--- Brief ---
Go through the lines below and transcribe each one exactly.

Stored data:
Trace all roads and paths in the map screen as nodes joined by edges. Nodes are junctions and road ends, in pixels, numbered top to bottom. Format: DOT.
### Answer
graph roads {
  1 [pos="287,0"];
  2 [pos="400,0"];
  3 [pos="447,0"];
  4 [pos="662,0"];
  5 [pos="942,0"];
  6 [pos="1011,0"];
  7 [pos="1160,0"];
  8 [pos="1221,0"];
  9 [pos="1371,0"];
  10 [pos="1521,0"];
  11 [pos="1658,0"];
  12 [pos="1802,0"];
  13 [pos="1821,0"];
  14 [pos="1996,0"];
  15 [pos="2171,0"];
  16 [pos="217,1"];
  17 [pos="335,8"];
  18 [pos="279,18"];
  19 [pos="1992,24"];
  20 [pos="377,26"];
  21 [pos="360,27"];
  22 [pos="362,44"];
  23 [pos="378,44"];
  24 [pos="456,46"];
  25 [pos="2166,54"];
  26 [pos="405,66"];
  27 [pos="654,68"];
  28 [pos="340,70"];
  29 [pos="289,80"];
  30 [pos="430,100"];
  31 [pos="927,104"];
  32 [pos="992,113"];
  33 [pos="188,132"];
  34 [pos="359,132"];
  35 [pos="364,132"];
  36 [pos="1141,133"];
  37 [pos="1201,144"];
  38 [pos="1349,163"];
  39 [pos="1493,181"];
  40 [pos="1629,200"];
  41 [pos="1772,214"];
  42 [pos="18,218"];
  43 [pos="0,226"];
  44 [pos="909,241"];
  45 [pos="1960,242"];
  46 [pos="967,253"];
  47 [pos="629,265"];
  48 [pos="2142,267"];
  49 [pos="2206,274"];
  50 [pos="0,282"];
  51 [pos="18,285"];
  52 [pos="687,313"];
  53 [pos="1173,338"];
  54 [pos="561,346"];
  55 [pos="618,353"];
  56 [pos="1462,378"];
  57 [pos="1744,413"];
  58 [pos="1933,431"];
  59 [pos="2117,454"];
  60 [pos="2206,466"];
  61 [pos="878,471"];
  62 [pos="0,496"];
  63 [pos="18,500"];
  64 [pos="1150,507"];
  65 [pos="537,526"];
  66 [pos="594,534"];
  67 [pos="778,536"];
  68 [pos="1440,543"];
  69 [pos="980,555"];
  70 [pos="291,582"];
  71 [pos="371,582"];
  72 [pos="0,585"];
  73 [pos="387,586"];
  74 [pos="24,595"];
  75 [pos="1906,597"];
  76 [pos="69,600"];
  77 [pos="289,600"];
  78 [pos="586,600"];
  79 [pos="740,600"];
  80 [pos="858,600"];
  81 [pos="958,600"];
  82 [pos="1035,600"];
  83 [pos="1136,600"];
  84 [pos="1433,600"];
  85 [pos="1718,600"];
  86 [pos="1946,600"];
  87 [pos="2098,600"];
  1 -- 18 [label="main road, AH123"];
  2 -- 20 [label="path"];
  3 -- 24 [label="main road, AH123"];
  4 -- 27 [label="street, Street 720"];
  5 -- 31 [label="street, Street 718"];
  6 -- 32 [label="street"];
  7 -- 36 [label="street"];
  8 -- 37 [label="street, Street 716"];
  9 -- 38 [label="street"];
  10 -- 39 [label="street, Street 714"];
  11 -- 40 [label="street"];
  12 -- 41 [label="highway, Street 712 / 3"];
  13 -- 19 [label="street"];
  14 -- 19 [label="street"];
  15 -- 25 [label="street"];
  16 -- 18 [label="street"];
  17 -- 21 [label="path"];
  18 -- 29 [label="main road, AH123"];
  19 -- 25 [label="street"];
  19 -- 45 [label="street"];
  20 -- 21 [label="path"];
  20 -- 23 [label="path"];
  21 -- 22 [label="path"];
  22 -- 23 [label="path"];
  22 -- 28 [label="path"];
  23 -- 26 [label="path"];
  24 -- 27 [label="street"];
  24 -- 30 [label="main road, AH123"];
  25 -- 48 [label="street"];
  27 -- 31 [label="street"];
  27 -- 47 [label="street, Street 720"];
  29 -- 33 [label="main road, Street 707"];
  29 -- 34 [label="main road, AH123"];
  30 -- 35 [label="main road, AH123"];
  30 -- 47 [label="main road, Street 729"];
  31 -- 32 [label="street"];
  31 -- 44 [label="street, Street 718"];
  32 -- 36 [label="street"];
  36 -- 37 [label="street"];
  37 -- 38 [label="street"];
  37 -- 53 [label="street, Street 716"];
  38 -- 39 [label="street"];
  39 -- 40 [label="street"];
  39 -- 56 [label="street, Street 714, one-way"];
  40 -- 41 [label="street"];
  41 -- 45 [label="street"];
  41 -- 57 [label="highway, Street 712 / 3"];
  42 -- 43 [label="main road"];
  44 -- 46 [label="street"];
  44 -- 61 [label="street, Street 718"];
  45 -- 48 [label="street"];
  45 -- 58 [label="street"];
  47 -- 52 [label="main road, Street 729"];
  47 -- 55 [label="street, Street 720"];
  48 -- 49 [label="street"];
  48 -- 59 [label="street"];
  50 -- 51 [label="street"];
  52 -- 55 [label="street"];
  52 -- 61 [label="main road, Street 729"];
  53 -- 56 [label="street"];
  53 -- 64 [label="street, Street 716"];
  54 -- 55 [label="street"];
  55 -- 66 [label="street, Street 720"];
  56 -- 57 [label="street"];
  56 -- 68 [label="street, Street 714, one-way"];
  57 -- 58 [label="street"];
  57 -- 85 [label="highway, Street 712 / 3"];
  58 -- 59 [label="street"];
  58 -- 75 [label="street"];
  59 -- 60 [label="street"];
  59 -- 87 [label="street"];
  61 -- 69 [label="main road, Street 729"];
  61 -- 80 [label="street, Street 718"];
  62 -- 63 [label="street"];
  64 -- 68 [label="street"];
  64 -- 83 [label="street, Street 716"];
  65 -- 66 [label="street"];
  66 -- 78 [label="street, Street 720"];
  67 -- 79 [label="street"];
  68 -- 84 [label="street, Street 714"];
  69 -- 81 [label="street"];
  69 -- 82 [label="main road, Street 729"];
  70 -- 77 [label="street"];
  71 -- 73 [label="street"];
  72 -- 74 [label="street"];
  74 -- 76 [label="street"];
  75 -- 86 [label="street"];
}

--- Exercise result ---
Trace all roads and paths in the map screen as nodes joined by edges. Nodes are junctions and road ends, in pixels, numbered top to bottom. Format: DOT.
### Answer
graph roads {
  1 [pos="287,0"];
  2 [pos="400,0"];
  3 [pos="447,0"];
  4 [pos="662,0"];
  5 [pos="942,0"];
  6 [pos="1011,0"];
  7 [pos="1160,0"];
  8 [pos="1221,0"];
  9 [pos="1371,0"];
  10 [pos="1521,0"];
  11 [pos="1658,0"];
  12 [pos="1802,0"];
  13 [pos="1821,0"];
  14 [pos="1996,0"];
  15 [pos="2171,0"];
  16 [pos="217,1"];
  17 [pos="335,8"];
  18 [pos="279,18"];
  19 [pos="1992,24"];
  20 [pos="377,26"];
  21 [pos="360,27"];
  22 [pos="362,44"];
  23 [pos="378,44"];
  24 [pos="456,46"];
  25 [pos="2166,54"];
  26 [pos="405,66"];
  27 [pos="654,68"];
  28 [pos="340,70"];
  29 [pos="289,80"];
  30 [pos="430,100"];
  31 [pos="927,104"];
  32 [pos="992,113"];
  33 [pos="188,132"];
  34 [pos="359,132"];
  35 [pos="364,132"];
  36 [pos="1141,133"];
  37 [pos="1201,144"];
  38 [pos="1349,163"];
  39 [pos="1493,181"];
  40 [pos="1629,200"];
  41 [pos="1772,214"];
  42 [pos="18,218"];
  43 [pos="0,226"];
  44 [pos="909,241"];
  45 [pos="1960,242"];
  46 [pos="967,253"];
  47 [pos="629,265"];
  48 [pos="2142,267"];
  49 [pos="2206,274"];
  50 [pos="0,282"];
  51 [pos="18,285"];
  52 [pos="687,313"];
  53 [pos="1173,338"];
  54 [pos="561,346"];
  55 [pos="618,353"];
  56 [pos="1462,378"];
  57 [pos="1744,413"];
  58 [pos="1933,431"];
  59 [pos="2117,454"];
  60 [pos="2206,466"];
  61 [pos="878,471"];
  62 [pos="0,496"];
  63 [pos="18,500"];
  64 [pos="1150,507"];
  65 [pos="537,526"];
  66 [pos="594,534"];
  67 [pos="778,536"];
  68 [pos="1440,543"];
  69 [pos="980,555"];
  70 [pos="291,582"];
  71 [pos="371,582"];
  72 [pos="0,585"];
  73 [pos="387,586"];
  74 [pos="24,595"];
  75 [pos="1906,597"];
  76 [pos="69,600"];
  77 [pos="289,600"];
  78 [pos="586,600"];
  79 [pos="740,600"];
  80 [pos="858,600"];
  81 [pos="958,600"];
  82 [pos="1035,600"];
  83 [pos="1136,600"];
  84 [pos="1433,600"];
  85 [pos="1718,600"];
  86 [pos="1946,600"];
  87 [pos="2098,600"];
  1 -- 18 [label="main road, AH123"];
  2 -- 20 [label="path"];
  3 -- 24 [label="main road, AH123"];
  4 -- 27 [label="street, Street 720"];
  5 -- 31 [label="street, Street 718"];
  6 -- 32 [label="street"];
  7 -- 36 [label="street"];
  8 -- 37 [label="street, Street 716"];
  9 -- 38 [label="street"];
  10 -- 39 [label="street, Street 714"];
  11 -- 40 [label="street"];
  12 -- 41 [label="highway, Street 712 / 3"];
  13 -- 19 [label="street"];
  14 -- 19 [label="street"];
  15 -- 25 [label="street"];
  16 -- 18 [label="street"];
  17 -- 21 [label="path"];
  18 -- 29 [label="main road, AH123"];
  19 -- 25 [label="street"];
  19 -- 45 [label="street"];
  20 -- 21 [label="path"];
  20 -- 23 [label="path"];
  21 -- 22 [label="path"];
  22 -- 23 [label="path"];
  22 -- 28 [label="path"];
  23 -- 26 [label="path"];
  24 -- 27 [label="street"];
  24 -- 30 [label="main road, AH123"];
  25 -- 48 [label="street"];
  27 -- 31 [label="street"];
  27 -- 47 [label="street, Street 720"];
  29 -- 33 [label="main road, Street 707"];
  29 -- 34 [label="main road, AH123"];
  30 -- 35 [label="main road, AH123"];
  30 -- 47 [label="main road, Street 729"];
  31 -- 32 [label="street"];
  31 -- 44 [label="street, Street 718"];
  32 -- 36 [label="street"];
  36 -- 37 [label="street"];
  37 -- 38 [label="street"];
  37 -- 53 [label="street, Street 716"];
  38 -- 39 [label="street"];
  39 -- 40 [label="street"];
  39 -- 56 [label="street, Street 714, one-way"];
  40 -- 41 [label="street"];
  41 -- 45 [label="street"];
  41 -- 57 [label="highway, Street 712 / 3"];
  42 -- 43 [label="main road"];
  44 -- 46 [label="street"];
  44 -- 61 [label="street, Street 718"];
  45 -- 48 [label="street"];
  45 -- 58 [label="street"];
  47 -- 52 [label="main road, Street 729"];
  47 -- 55 [label="street, Street 720"];
  48 -- 49 [label="street"];
  48 -- 59 [label="street"];
  50 -- 51 [label="street"];
  52 -- 55 [label="street"];
  52 -- 61 [label="main road, Street 729"];
  53 -- 56 [label="street"];
  53 -- 64 [label="street, Street 716"];
  54 -- 55 [label="street"];
  55 -- 66 [label="street, Street 720"];
  56 -- 57 [label="street"];
  56 -- 68 [label="street, Street 714, one-way"];
  57 -- 58 [label="street"];
  57 -- 85 [label="highway, Street 712 / 3"];
  58 -- 59 [label="street"];
  58 -- 75 [label="street"];
  59 -- 60 [label="street"];
  59 -- 87 [label="street"];
  61 -- 69 [label="main road, Street 729"];
  61 -- 80 [label="street, Street 718"];
  62 -- 63 [label="street"];
  64 -- 68 [label="street"];
  64 -- 83 [label="street, Street 716"];
  65 -- 66 [label="street"];
  66 -- 78 [label="street, Street 720"];
  67 -- 79 [label="street"];
  68 -- 84 [label="street, Street 714"];
  69 -- 81 [label="street"];
  69 -- 82 [label="main road, Street 729"];
  70 -- 77 [label="street"];
  71 -- 73 [label="street"];
  72 -- 74 [label="street"];
  74 -- 76 [label="street"];
  75 -- 86 [label="street"];
}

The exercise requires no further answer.